Input data START

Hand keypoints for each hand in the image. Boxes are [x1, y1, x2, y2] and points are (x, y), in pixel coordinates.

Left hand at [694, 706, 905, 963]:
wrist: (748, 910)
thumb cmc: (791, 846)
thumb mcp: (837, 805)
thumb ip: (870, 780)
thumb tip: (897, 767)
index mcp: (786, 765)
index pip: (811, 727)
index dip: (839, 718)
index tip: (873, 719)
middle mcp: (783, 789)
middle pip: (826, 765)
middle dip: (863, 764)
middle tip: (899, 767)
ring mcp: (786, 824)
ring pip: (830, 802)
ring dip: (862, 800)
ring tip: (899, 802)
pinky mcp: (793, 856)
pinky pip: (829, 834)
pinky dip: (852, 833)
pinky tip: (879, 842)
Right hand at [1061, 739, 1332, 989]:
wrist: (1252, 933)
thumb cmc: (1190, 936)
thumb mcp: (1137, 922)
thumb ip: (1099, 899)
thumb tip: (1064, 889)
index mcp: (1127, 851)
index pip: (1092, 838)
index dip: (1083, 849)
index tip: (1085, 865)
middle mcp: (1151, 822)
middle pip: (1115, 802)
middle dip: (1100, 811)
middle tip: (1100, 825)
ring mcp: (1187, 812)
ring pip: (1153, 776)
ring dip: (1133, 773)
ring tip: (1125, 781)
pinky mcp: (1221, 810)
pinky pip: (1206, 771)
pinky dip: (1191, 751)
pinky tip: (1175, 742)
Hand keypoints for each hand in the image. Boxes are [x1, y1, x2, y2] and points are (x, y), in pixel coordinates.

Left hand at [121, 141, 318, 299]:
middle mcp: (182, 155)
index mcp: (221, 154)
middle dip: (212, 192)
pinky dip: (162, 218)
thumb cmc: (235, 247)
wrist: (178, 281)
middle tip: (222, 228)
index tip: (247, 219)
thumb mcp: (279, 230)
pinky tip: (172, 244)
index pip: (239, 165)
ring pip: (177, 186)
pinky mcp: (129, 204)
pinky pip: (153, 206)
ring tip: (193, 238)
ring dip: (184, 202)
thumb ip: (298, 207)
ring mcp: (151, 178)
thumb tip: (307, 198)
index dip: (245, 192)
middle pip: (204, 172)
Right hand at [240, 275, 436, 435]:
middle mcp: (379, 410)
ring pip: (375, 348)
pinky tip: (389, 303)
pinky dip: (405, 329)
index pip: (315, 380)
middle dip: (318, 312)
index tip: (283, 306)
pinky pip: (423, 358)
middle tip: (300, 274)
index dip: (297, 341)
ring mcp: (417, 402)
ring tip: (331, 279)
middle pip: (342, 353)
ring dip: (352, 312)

Input data END

> _What the exercise asks_
Above are the entries; repeat their lines exactly, from the first through the one that contains "index tip: (873, 719)".

> _Solved problem_
Hand keypoints for each hand in the image. Boxes are [x1, y1, x2, y2] and points are (x, y), in pixel coordinates.

Left hand at [694, 706, 905, 963]:
wrist: (748, 910)
thumb cmc: (791, 846)
thumb mcp: (837, 805)
thumb ip: (870, 780)
thumb tip: (897, 767)
index mcp: (786, 765)
index pip: (811, 727)
index dip: (839, 718)
index tip: (873, 719)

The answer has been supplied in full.